Can you pull out each line of the data below that includes the word "Ghioceilor"?

--- GIVEN DATA Enclosed Below ---

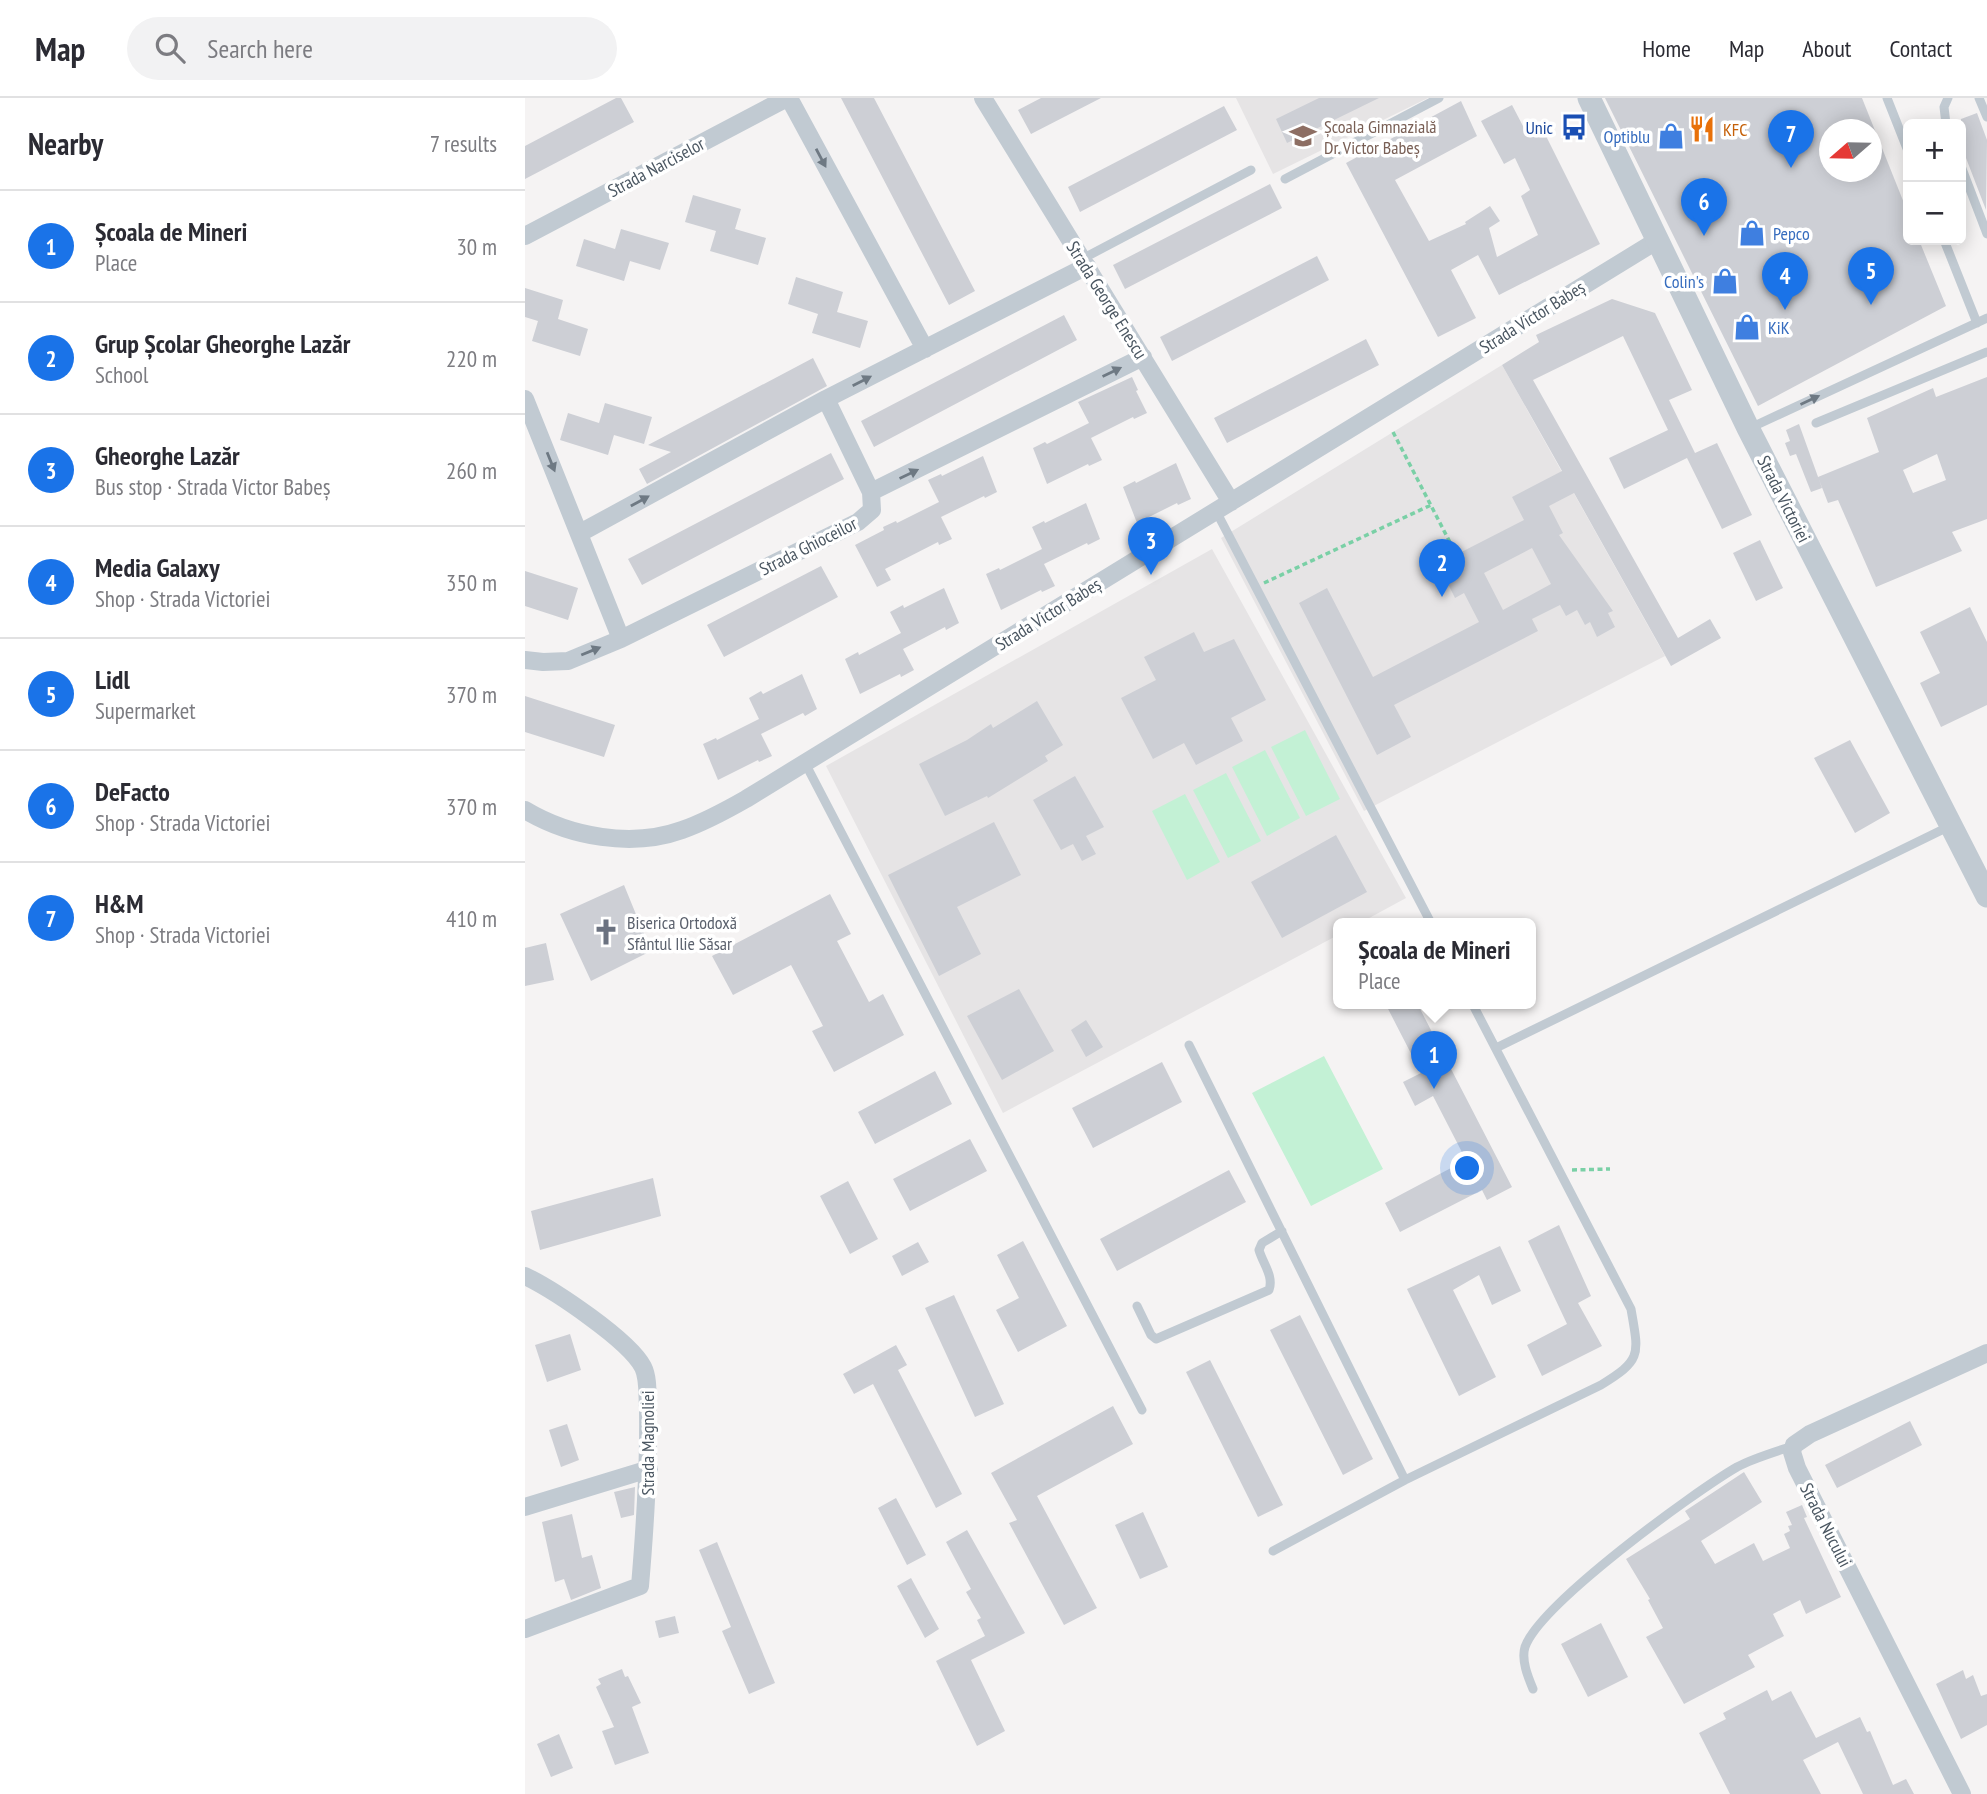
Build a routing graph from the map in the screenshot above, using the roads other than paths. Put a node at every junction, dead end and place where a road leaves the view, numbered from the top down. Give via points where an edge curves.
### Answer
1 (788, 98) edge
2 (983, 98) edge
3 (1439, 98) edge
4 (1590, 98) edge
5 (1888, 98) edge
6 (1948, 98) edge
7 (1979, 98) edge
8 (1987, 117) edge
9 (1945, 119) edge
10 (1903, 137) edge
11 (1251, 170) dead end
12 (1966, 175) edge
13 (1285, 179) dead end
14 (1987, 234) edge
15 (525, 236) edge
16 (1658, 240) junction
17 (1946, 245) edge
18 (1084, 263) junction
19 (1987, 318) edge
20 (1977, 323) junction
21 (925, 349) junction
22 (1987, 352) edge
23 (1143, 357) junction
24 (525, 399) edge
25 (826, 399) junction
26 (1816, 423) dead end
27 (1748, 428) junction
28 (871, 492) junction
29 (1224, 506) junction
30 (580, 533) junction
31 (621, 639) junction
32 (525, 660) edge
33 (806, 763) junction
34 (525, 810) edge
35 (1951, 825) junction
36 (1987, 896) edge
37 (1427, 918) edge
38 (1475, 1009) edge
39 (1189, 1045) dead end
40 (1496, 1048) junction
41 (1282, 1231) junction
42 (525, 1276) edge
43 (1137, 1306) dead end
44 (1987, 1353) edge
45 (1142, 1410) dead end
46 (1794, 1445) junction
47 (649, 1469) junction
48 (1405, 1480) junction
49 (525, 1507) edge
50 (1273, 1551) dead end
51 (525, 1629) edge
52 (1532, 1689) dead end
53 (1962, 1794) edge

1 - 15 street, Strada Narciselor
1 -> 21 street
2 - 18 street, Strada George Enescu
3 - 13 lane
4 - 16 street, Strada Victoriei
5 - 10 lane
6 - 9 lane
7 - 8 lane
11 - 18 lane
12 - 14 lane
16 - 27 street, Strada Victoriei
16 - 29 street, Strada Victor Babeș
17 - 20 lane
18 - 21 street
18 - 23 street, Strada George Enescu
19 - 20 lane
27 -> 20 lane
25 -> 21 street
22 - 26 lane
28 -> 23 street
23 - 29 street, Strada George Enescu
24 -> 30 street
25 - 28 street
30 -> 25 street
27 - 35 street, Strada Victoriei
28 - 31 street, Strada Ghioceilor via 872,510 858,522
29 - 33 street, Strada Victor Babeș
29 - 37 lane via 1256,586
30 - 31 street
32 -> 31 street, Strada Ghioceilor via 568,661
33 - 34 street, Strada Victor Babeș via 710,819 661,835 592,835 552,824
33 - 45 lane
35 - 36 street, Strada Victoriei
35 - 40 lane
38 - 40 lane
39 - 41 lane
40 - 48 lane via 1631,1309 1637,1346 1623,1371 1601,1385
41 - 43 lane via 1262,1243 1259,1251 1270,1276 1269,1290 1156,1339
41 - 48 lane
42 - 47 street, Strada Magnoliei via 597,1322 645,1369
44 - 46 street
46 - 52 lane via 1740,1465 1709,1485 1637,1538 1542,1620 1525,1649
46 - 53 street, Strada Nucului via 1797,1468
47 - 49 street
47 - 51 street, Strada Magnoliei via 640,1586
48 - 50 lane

--- End of Enclosed GIVEN DATA ---

*SOLUTION TO THE EXERCISE:*
28 - 31 street, Strada Ghioceilor via 872,510 858,522
32 -> 31 street, Strada Ghioceilor via 568,661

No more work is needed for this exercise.